Some examples of setting command line options are:
*/
parser.setOption("delay", &args.delay, "time(s) for client to wait for server to start" );
parser.setOption("timeout", &args.timeout, "time(ms) to wait for server to respond" );
parser.setOption("server", "no-server", &args.server_flag, "Run the server" );
parser.setOption("client", "no-client", &args.client_flag, "Run the client");
parser.setOption("len", &args.len, "The number of structures in an input buffer");
parser.setOption("debug",(int*)(&args.debug_level), "Debug level");
parser.setOption("logfile", &args.logfile, "log file");
parser.setOption("num-trials", &args.num_trials, "Number of trials (experiments)");
parser.setOption("num-reqs", &args.num_reqs, "Number of reqs/trial");
parser.setOption("result-file", &args.result_file, "Where to store results");
parser.setOption("result-file-mode", &args.result_file_mode, "Write mode for the result");
parser.setOption("server-url-file", &args.url_file, "File that has URL client uses to find server");
parser.setOption("validate", "no-validate", &args.validate_flag, "Validate the data");
parser.setOption("num-servers", &args.num_servers, "Number of server processes");
parser.setOption("num-threads", &args.num_threads, "Number of threads used by each server process");
parser.setOption("kill-server", "no-kill-server", &args.kill_server_flag, "Kill the server at the end of the experiment");
parser.setOption("block-distribution", "rr-distribution", &args.block_distribution,
"Use a block distribution scheme to assign clients to servers");
// Set an enumeration command line option for the io_method
parser.setOption("io-method", &args.io_method, num_io_methods, io_method_vals, io_method_names,
"I/O Methods for the example: \n"
"\t\t\twrite-encode-sync : Write data through the RPC args, synchronous\n"
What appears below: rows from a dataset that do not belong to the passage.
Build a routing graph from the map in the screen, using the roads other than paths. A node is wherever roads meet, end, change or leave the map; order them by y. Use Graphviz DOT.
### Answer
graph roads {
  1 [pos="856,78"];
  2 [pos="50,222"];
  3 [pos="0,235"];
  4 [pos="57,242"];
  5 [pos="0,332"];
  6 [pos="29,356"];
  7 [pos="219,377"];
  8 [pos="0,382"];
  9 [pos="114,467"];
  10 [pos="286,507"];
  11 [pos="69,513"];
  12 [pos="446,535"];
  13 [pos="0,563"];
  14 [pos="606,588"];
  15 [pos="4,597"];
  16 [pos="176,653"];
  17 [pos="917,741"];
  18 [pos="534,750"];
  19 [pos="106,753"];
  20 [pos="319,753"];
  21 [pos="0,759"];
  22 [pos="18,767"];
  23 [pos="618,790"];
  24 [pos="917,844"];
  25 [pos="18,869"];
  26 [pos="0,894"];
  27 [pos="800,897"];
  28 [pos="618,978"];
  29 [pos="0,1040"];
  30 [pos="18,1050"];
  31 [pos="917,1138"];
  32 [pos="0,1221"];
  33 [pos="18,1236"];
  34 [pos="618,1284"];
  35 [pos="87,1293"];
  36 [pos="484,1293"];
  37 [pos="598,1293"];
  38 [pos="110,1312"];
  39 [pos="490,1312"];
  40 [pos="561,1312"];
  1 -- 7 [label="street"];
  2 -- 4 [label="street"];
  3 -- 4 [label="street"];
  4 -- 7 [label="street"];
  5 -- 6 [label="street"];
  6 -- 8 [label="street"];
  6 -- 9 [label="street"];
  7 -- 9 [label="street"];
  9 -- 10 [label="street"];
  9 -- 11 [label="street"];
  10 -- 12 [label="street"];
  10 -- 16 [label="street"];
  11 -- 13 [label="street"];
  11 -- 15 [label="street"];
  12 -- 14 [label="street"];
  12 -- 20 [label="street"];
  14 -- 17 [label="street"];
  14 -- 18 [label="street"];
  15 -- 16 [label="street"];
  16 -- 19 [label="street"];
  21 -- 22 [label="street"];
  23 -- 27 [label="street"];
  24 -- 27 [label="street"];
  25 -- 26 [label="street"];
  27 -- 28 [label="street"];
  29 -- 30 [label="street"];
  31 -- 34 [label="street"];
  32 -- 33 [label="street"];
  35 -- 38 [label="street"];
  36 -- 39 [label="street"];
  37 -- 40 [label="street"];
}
"\t\t\twrite-encode-async: Write data through the RPC args - asynchronous\n"
"\t\t\twrite-rdma-sync : Write data using RDMA (server pulls) - synchronous\n"
"\t\t\twrite-rdma-async: Write data using RDMA (server pulls) - asynchronous\n"
"\t\t\tread-encode-sync : Read data through the RPC result - synchronous\n"
"\t\t\tread-encode-async: Read data through the RPC result - asynchronous\n"
"\t\t\tread-rdma-sync : Read data using RDMA (server puts) - synchronous\n"
"\t\t\tread-rdma-async: Read data using RDMA (server puts) - asynchronous");
// Set an enumeration command line option for the NNTI transport
parser.setOption("transport", &transport_index, num_nssi_transports, nssi_transport_vals, nssi_transport_names,
"NSSI transports (not all are available on every platform): \n"
"\t\t\tportals|ptl : Cray or Schutt\n"
"\t\t\tinfiniband|ib : libibverbs\n"
"\t\t\tgemini|gni : Cray libugni (Gemini or Aries)\n"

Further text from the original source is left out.